■ Task prompt
Every line containing "LOVELL" should be identified and copied from the data below.

··· Information shown ···

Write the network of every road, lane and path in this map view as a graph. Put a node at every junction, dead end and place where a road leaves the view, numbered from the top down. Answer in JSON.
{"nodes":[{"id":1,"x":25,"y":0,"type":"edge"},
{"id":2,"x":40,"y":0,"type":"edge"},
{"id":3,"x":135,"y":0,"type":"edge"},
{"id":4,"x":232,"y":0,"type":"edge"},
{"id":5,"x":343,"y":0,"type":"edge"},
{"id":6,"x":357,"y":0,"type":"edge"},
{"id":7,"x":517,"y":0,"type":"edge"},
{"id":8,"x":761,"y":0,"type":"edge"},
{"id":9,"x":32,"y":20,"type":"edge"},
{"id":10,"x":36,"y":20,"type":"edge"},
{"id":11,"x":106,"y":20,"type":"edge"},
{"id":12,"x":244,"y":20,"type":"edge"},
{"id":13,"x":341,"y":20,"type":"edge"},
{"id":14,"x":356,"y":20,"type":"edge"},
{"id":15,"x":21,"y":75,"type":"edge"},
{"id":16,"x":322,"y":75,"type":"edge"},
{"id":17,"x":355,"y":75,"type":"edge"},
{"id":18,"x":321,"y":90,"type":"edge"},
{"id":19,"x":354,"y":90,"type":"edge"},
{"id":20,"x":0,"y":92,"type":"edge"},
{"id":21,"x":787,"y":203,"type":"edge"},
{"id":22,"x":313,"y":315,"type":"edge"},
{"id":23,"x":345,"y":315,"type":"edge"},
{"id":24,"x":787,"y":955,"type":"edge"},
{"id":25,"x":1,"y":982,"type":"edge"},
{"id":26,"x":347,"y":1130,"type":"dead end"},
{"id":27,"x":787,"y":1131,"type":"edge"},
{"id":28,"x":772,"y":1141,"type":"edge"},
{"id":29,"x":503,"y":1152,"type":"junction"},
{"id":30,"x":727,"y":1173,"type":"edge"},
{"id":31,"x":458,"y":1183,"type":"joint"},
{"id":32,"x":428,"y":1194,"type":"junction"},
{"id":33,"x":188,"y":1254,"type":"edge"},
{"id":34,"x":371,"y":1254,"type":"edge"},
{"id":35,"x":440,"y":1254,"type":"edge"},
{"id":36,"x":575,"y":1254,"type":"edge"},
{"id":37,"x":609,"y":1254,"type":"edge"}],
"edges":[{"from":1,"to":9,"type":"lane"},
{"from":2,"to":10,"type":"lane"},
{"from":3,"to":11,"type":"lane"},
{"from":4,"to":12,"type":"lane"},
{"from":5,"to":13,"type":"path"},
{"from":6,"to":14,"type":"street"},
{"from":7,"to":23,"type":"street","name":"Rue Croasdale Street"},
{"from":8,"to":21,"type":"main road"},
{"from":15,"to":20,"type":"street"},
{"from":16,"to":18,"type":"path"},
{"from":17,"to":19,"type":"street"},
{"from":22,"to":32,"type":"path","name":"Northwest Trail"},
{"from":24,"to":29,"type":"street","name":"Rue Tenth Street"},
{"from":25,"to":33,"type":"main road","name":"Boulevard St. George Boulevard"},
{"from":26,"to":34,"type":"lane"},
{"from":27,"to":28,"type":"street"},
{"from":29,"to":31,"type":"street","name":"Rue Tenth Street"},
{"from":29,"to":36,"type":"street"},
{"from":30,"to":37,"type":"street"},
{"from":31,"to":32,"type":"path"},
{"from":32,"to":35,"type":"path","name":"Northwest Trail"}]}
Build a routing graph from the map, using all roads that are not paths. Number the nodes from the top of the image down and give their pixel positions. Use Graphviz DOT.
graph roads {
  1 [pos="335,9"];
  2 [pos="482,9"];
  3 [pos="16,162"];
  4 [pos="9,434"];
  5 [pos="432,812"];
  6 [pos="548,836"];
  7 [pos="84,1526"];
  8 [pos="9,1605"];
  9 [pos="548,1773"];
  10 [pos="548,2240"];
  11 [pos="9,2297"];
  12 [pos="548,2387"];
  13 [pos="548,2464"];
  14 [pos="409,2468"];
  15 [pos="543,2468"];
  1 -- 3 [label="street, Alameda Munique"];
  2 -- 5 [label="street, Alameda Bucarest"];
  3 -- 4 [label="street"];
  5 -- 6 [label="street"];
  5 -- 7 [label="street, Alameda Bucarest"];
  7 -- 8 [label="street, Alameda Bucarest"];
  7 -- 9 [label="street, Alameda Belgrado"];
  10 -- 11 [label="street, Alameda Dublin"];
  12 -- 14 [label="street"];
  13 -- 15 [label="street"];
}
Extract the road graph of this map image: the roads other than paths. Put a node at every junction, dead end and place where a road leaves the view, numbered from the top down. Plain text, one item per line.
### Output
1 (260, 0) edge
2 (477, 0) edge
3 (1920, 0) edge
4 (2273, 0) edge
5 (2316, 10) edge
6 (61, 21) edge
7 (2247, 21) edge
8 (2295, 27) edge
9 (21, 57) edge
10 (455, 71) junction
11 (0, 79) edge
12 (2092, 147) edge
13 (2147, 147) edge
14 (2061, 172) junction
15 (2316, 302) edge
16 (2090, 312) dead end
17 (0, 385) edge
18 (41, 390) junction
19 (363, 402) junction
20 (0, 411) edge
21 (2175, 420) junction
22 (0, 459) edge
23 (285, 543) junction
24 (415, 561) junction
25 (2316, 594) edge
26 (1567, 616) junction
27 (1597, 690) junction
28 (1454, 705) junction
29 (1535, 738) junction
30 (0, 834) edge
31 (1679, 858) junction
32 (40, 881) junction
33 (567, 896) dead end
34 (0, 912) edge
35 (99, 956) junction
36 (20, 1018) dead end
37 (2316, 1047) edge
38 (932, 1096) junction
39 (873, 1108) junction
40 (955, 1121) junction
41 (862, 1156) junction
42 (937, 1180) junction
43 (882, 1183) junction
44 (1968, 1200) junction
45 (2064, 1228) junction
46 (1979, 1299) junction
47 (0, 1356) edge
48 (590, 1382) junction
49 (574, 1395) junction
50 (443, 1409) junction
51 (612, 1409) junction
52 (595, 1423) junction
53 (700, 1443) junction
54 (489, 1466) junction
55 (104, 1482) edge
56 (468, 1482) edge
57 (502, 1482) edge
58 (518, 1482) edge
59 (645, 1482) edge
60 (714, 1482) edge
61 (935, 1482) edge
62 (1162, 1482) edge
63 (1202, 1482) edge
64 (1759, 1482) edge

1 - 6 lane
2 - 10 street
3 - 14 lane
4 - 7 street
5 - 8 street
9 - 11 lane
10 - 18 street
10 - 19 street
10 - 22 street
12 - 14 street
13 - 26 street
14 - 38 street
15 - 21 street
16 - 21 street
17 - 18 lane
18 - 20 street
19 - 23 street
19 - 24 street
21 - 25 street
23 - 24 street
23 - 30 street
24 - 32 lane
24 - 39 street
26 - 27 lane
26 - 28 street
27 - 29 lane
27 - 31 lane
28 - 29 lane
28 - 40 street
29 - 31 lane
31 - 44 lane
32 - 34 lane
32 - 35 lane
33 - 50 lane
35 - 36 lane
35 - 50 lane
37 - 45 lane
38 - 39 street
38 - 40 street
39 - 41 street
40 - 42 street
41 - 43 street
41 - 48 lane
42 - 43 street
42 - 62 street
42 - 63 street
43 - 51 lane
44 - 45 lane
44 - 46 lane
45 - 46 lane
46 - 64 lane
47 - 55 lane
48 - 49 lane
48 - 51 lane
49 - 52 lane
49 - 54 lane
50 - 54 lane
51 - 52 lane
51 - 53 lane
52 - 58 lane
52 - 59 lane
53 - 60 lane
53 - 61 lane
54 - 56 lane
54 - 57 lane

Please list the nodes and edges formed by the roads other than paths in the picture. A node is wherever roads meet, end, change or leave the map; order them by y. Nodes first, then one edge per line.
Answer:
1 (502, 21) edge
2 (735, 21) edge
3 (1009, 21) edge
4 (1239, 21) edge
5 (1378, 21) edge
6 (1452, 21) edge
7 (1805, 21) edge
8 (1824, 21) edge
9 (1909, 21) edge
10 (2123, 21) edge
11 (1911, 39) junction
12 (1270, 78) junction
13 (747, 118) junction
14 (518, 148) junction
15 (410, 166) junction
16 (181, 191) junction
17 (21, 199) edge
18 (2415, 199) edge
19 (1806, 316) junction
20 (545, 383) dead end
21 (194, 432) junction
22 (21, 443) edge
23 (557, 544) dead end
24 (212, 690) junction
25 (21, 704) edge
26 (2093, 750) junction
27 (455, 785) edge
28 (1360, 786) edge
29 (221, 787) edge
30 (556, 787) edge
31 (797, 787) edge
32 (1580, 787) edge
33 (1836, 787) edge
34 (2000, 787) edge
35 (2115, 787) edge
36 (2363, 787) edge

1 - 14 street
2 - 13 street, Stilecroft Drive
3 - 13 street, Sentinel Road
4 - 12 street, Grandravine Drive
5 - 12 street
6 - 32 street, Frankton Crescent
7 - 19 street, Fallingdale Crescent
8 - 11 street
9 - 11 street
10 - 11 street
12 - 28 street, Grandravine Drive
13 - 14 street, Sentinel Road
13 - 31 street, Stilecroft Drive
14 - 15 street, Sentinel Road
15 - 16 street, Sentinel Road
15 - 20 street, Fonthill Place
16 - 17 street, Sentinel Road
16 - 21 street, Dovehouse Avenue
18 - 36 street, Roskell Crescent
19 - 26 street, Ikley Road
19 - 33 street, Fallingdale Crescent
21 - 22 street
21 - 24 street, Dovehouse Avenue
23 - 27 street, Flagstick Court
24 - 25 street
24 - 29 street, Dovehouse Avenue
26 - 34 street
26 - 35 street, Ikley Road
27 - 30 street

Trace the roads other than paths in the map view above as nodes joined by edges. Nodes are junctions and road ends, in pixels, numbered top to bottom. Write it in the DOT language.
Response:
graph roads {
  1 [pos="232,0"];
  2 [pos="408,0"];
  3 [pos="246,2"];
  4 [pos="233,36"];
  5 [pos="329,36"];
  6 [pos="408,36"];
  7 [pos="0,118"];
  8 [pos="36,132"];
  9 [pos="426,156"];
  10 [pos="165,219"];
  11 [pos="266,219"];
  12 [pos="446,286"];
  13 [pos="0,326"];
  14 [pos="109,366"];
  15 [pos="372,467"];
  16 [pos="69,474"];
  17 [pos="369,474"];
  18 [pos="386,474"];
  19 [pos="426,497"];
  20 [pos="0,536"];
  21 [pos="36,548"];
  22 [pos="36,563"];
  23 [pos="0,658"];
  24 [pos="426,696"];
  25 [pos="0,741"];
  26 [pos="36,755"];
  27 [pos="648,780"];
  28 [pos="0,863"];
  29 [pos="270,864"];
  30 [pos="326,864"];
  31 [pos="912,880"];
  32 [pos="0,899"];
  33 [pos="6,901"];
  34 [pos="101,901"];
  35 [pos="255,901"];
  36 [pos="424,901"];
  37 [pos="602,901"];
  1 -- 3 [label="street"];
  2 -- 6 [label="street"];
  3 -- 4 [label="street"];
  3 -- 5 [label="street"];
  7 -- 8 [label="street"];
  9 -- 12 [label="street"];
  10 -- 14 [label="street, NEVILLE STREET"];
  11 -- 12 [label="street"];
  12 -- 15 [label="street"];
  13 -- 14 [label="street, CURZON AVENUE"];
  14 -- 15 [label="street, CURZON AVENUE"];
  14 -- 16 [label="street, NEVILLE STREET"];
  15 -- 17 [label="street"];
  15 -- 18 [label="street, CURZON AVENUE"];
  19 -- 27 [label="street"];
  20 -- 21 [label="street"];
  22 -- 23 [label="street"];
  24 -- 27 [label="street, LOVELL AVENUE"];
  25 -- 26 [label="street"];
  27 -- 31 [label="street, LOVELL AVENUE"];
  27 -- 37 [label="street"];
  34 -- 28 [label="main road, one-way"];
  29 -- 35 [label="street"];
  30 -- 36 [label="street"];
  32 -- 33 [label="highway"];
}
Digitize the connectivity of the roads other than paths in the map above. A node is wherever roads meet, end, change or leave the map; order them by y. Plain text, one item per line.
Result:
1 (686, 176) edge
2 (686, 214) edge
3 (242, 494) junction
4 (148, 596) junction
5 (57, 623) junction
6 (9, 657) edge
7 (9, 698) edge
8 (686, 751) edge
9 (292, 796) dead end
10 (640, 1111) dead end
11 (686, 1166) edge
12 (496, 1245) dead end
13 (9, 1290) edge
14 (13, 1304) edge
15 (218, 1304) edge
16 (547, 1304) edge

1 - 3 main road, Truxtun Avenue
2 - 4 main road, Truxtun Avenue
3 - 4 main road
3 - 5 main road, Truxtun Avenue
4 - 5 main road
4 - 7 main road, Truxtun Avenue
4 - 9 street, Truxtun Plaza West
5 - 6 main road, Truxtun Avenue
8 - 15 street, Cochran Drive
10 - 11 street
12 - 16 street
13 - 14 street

···

■ Written solution
  24 -- 27 [label="street, LOVELL AVENUE"];
  27 -- 31 [label="street, LOVELL AVENUE"];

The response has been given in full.